问题及解答

设 $f(x)$ 是关于 $x$ 的 $k$ 次多项式,

\[
f(x)=a_k x^k +a_{k-1}x^{k-1}+\cdots+a_2 x^2+a_1 x+a_0,
\]

这里 $a_0=0$.

若 $x=q_1 y+q_2 z$, $q_1,q_2,y,z\in\mathbb{Z}$, 则

\[f(q_1 y+q_2 z)\equiv f(q_1 y)+f(q_2 z)\pmod{q_1 q_2}.\]
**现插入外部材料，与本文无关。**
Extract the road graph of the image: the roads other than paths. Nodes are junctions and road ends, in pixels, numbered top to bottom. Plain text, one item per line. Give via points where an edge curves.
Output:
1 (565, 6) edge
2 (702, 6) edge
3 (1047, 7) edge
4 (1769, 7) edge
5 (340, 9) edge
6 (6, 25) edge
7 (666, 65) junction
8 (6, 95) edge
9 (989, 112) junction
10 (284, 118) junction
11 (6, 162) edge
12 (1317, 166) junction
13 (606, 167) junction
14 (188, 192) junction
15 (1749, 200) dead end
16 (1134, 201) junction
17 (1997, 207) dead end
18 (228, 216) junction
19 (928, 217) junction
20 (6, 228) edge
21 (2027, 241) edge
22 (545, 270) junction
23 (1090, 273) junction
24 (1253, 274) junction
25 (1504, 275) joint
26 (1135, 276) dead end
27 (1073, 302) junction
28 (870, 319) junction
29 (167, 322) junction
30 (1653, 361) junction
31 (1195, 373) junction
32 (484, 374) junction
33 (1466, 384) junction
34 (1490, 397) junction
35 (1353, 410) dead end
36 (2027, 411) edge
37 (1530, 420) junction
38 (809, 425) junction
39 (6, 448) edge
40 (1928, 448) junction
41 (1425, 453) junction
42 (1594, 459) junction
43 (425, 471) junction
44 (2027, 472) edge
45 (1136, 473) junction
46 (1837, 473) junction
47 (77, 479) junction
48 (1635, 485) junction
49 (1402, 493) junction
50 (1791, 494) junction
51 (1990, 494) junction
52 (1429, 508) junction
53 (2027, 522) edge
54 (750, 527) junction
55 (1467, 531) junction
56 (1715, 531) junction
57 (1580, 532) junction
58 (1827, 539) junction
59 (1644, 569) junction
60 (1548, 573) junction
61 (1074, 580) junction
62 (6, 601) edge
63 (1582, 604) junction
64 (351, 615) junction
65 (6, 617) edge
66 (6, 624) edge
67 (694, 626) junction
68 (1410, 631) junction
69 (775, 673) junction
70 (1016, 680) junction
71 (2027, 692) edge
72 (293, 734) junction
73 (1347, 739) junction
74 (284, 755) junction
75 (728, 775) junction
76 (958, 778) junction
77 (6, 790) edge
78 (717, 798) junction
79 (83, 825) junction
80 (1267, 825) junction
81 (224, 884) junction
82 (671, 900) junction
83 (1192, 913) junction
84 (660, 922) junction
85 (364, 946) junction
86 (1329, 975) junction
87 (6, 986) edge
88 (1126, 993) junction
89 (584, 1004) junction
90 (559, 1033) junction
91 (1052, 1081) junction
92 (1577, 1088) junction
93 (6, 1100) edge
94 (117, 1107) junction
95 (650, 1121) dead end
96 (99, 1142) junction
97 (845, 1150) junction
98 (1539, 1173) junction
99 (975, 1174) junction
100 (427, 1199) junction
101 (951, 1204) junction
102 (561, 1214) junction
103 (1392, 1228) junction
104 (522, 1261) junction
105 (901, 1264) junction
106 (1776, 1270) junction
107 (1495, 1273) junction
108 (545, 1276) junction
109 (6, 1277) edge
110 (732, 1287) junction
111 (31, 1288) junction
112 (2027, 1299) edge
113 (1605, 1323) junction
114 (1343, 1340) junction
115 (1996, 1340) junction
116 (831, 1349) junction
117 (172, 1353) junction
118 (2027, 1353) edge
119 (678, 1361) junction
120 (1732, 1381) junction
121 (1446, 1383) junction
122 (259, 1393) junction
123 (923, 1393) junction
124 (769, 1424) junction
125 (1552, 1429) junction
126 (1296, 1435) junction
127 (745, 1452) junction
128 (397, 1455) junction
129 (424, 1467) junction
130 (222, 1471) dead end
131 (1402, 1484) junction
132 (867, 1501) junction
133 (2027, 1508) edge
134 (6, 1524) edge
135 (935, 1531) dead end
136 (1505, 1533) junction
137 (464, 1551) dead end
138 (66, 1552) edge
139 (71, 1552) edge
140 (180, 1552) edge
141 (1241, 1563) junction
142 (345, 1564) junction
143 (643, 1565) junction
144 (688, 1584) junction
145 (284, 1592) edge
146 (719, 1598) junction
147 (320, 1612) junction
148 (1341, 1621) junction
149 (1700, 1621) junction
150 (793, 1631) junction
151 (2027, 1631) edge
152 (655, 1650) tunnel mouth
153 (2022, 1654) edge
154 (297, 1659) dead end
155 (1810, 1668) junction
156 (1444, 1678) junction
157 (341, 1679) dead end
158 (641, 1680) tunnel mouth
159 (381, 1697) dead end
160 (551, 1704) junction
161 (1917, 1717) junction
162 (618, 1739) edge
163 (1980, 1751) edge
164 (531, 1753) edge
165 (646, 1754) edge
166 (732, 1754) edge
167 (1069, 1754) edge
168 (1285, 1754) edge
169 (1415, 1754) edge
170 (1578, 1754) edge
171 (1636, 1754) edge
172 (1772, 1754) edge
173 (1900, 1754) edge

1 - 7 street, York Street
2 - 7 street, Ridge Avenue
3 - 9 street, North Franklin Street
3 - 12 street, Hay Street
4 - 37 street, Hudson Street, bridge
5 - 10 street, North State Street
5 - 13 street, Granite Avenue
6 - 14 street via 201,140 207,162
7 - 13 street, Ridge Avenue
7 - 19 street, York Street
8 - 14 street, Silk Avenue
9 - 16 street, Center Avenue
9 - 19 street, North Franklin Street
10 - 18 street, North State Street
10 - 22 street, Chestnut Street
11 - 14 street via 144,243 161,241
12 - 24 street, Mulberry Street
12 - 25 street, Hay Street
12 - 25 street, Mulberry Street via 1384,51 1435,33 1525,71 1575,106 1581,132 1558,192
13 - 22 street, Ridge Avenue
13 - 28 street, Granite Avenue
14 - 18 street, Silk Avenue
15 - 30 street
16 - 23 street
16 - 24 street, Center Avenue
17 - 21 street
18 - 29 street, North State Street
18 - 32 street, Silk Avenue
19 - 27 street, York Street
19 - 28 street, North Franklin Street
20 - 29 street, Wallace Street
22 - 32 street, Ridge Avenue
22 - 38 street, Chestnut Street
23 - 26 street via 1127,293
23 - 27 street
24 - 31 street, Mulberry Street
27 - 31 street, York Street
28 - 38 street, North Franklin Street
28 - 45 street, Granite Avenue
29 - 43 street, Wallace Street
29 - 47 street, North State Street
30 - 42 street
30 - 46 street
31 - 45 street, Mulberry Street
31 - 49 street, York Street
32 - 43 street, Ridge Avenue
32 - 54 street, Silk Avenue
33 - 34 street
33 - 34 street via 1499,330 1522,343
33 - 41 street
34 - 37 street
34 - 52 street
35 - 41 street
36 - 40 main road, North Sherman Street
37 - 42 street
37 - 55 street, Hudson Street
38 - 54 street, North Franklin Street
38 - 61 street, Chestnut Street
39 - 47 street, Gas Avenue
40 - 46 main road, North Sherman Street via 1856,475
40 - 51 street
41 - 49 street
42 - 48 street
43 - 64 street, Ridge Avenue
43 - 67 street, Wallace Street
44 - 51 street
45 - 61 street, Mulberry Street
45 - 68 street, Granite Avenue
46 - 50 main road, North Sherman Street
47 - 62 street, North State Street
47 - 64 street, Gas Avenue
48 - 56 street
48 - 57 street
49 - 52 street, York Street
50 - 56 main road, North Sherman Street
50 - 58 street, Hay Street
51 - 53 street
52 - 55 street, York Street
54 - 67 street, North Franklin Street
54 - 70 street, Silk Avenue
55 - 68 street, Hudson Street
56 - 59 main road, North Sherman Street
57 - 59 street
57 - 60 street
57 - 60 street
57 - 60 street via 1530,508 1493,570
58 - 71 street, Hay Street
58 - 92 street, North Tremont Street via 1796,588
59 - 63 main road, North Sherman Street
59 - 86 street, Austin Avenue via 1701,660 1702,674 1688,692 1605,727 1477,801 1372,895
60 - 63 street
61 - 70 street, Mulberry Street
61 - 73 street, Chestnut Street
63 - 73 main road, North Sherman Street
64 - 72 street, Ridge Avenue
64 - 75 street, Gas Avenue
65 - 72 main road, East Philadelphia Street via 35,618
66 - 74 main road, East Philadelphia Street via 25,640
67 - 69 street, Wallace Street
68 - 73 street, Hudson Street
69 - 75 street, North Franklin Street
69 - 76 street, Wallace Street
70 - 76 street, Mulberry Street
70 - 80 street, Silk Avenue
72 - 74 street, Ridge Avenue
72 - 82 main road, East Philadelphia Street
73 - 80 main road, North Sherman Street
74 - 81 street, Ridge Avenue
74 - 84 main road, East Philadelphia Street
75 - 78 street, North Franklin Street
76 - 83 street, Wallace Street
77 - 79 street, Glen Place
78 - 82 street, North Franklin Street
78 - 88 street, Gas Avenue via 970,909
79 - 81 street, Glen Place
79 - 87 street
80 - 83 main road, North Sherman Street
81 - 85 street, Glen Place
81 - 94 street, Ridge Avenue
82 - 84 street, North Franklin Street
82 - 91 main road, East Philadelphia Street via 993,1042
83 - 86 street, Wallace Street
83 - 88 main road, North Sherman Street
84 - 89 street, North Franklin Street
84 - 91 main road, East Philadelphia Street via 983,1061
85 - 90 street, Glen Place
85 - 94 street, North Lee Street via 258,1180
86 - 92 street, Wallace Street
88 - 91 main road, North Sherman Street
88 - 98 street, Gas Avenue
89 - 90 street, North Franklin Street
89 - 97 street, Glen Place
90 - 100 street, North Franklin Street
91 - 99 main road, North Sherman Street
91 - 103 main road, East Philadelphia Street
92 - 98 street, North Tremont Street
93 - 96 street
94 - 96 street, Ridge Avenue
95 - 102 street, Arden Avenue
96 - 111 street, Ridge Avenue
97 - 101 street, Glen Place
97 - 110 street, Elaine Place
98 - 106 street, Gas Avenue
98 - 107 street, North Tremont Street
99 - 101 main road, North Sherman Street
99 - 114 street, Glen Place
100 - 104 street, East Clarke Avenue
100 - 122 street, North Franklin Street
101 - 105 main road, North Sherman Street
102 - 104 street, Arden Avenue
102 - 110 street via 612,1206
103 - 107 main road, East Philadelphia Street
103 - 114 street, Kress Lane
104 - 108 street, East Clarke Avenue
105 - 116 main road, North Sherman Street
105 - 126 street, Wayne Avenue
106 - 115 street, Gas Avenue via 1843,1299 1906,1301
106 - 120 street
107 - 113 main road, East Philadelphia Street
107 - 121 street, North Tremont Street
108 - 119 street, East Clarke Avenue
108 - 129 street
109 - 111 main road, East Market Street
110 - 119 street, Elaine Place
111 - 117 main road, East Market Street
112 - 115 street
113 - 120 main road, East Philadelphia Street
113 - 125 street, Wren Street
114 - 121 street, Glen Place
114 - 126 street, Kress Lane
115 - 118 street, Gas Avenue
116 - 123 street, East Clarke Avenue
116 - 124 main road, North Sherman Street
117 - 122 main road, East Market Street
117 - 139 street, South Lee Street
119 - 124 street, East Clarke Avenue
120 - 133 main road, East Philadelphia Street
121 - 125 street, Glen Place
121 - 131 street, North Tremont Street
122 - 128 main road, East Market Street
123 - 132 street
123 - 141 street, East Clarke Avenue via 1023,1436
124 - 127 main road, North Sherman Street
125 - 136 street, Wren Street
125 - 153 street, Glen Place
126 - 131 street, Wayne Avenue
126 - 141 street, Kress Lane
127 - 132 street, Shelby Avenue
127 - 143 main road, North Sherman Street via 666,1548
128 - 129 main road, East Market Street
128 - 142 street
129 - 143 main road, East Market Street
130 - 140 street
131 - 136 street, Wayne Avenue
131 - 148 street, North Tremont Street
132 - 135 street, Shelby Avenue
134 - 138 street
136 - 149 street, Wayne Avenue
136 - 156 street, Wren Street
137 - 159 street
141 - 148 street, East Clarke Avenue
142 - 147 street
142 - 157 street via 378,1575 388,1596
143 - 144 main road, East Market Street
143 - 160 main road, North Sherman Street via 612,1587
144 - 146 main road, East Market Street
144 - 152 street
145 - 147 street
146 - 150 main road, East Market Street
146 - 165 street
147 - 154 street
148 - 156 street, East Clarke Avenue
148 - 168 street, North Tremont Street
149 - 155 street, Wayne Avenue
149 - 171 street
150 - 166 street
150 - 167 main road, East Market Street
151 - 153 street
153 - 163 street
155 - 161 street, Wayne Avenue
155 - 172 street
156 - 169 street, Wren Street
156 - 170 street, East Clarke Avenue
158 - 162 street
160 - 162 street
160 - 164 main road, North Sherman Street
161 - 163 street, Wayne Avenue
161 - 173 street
若记 $e_q(f(x))=e^{2\pi i\frac{f(x)}{q}}$, 则对于一般的多项式 $f(x)$, 即常数项不一定为 0 ($f(x)=a_k x^k +a_{k-1}x^{k-1}+\cdots+a_2 x^2+a_1 x+a_0$). 有

\[
e_{q_1 q_2}(f(q_1 y+q_2 z))=e_{q_2}(\frac{f(q_1 z)}{q_1})\cdot e_{q_1}(\frac{f(q_2 z)}{q_2}).
\]

\[
f(x)=a_k x^k +a_{k-1}x^{k-1}+\cdots+a_2 x^2+a_1 x+a_0
\]

这里 $a_i\in\mathbb{Z}$. 

\[
f(q_1 y+q_2 z)=a_k(q_1 y+q_2 z)^k +a_{k-1}(q_1 y+q_2 z)^{k-1}+\cdots+a_2(q_1 y+q_2 z)^2+a_1(q_1 y+q_2 z)+a_0.
\]

注意

\[
(q_1 y+q_2 z)^k=(q_1 y)^k+\sum_{i=1}^{k-1}C_k^i (q_1 y)^{k-i}(q_2 z)^i+(q_2 z)^k,\quad\forall\ k\geqslant 2.
\]

因此, 

\[
(q_1 y+q_2 z)^k\equiv (q_1 y)^k+(q_2 z)^k\ \pmod{q_1 q_2}\quad\forall\ k\geqslant 1 .
\]

于是, 

\[
\begin{split}
f(q_1 y+ q_2 z)&\equiv \Bigl(a_k(q_1 y)^k+a_k(q_2 z)^k\Bigr)+\Bigl(a_{k-1}(q_1 y)^{k-1}+a_{k-1}(q_2 z)^{k-1}\Bigr)+\cdots+\Bigl(a_1(q_1 y)+a_1(q_2 z)+a_0\Bigr)\ \pmod{q_1 q_2},\\
&\equiv f(q_1 y)+f(q_2 z)-a_0\ \pmod{q_1 q_2}.
\end{split}
\]

\[
e_{q_1 q_2}(f(q_1 y+q_2 z))=e^{2\pi i\cdot\frac{f(q_1 y+q_2 z)}{q_1 q_2}}=e^{2\pi i\cdot\frac{f(q_1 y)+f(q_2 z)}{q_1 q_2}}=e_{q_2}(\frac{1}{q_1}f(q_1 y))\cdot e_{q_1}(\frac{1}{q_2}f(q_2 z)).
\]